What you have to do – Please tally the lines of the records that contain "junctions" and send back only the total.

══════════════════════════════

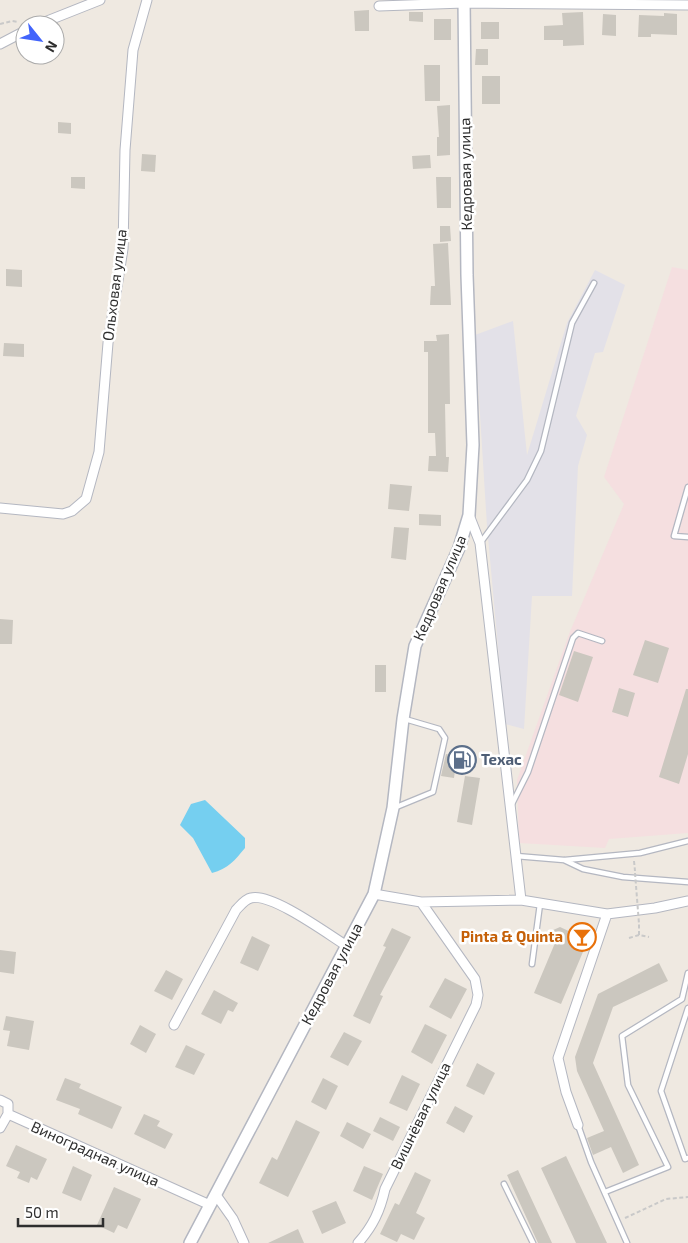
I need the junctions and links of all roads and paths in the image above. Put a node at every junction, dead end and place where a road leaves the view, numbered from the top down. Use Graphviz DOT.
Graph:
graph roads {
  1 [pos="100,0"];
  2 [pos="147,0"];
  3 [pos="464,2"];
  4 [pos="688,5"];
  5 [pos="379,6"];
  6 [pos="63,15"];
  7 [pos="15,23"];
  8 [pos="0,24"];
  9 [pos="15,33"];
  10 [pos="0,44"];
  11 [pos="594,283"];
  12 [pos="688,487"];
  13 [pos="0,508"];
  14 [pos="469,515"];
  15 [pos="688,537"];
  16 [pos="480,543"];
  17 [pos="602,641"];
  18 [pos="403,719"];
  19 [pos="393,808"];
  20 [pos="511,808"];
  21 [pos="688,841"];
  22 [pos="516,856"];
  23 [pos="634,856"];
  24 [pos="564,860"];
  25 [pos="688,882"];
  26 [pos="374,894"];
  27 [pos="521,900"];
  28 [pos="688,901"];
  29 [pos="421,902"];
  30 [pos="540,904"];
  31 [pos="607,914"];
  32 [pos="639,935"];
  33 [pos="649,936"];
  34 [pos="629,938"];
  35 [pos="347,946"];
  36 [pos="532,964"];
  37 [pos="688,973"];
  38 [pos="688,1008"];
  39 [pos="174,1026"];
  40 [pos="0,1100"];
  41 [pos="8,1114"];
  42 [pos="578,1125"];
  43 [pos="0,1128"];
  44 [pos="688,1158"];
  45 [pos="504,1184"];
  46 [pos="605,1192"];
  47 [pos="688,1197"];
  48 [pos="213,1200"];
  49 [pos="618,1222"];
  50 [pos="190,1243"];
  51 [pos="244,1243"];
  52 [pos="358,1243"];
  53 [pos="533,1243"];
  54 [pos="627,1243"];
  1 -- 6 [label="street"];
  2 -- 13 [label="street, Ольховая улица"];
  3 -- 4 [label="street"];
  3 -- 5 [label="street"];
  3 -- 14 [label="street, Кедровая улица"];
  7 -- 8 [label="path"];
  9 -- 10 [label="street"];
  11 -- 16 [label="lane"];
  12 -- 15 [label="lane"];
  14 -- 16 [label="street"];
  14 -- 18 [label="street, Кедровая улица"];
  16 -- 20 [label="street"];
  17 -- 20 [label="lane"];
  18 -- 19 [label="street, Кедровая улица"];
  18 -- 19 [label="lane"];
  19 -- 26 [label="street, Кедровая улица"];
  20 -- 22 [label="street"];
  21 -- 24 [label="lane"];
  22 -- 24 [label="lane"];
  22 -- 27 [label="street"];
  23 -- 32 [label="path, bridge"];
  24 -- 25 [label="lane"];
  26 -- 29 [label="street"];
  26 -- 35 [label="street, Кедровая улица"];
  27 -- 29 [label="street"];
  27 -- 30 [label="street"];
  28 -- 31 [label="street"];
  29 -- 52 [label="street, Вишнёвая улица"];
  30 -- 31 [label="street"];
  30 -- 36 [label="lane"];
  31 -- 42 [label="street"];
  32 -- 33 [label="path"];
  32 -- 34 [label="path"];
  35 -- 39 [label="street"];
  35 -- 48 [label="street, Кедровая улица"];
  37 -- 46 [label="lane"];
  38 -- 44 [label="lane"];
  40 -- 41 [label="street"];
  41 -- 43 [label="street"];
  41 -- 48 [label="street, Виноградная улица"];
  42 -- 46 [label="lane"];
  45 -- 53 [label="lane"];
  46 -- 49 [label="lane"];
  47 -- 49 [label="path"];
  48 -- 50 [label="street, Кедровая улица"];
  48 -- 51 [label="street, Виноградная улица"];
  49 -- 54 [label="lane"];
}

══════════════════════════════

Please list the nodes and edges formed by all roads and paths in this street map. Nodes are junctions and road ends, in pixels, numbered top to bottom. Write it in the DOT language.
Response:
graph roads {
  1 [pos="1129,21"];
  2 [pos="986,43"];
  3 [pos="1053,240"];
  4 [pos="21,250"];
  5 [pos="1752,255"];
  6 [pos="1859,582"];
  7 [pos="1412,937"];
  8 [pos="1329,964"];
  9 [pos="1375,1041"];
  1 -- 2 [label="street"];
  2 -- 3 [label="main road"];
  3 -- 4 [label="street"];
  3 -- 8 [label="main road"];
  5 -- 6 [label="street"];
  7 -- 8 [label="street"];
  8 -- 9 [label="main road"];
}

══════════════════════════════

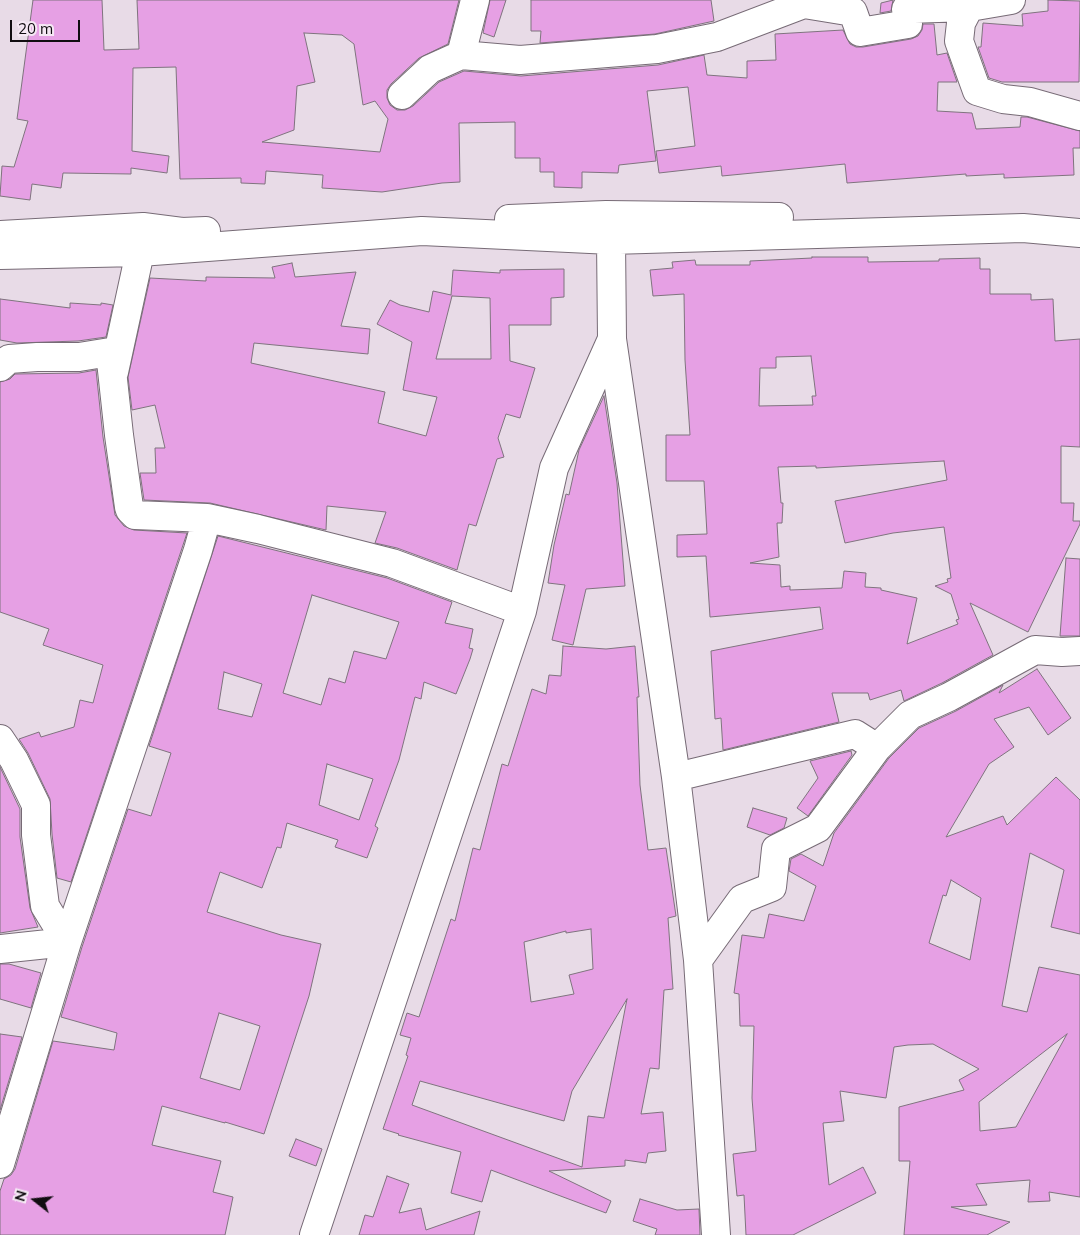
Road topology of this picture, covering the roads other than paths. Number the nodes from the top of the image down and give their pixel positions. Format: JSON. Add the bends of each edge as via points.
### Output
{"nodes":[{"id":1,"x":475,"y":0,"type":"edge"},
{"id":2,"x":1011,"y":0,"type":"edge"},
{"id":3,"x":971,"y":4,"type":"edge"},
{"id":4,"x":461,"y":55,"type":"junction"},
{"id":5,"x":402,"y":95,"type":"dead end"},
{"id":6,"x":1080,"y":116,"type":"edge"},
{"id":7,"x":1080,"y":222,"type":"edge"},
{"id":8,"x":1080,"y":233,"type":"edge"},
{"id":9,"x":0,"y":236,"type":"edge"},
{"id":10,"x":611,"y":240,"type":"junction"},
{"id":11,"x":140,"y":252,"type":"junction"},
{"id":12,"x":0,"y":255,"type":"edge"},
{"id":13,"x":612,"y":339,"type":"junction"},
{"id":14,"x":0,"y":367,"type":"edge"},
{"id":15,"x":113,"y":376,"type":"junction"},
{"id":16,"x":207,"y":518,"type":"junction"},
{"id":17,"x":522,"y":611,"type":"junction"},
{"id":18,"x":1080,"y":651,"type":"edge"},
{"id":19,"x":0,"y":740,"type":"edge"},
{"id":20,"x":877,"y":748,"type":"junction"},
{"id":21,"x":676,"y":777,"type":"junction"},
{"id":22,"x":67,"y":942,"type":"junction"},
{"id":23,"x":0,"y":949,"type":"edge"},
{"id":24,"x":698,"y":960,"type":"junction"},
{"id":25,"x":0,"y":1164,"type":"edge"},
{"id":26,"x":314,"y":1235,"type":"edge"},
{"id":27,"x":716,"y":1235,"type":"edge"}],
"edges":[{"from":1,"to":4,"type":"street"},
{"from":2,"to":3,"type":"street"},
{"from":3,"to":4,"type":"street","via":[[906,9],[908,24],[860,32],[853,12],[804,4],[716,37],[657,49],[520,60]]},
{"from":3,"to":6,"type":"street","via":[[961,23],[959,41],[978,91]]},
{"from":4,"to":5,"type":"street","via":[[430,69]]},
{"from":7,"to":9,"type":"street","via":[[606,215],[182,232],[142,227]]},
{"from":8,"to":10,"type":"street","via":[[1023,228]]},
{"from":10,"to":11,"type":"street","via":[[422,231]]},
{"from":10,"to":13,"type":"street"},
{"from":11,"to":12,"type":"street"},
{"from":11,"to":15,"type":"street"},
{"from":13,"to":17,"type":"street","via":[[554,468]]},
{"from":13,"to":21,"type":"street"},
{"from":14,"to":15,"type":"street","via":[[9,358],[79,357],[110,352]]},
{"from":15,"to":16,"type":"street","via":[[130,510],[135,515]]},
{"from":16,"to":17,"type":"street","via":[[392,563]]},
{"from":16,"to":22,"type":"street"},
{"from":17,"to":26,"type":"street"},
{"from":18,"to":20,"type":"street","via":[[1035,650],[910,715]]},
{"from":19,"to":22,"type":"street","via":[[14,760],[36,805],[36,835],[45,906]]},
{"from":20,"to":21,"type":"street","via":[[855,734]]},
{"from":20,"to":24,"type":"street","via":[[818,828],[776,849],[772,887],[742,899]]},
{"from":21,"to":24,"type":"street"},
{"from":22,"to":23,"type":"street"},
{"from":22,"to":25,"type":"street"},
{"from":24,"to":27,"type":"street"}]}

══════════════════════════════

Answer – 2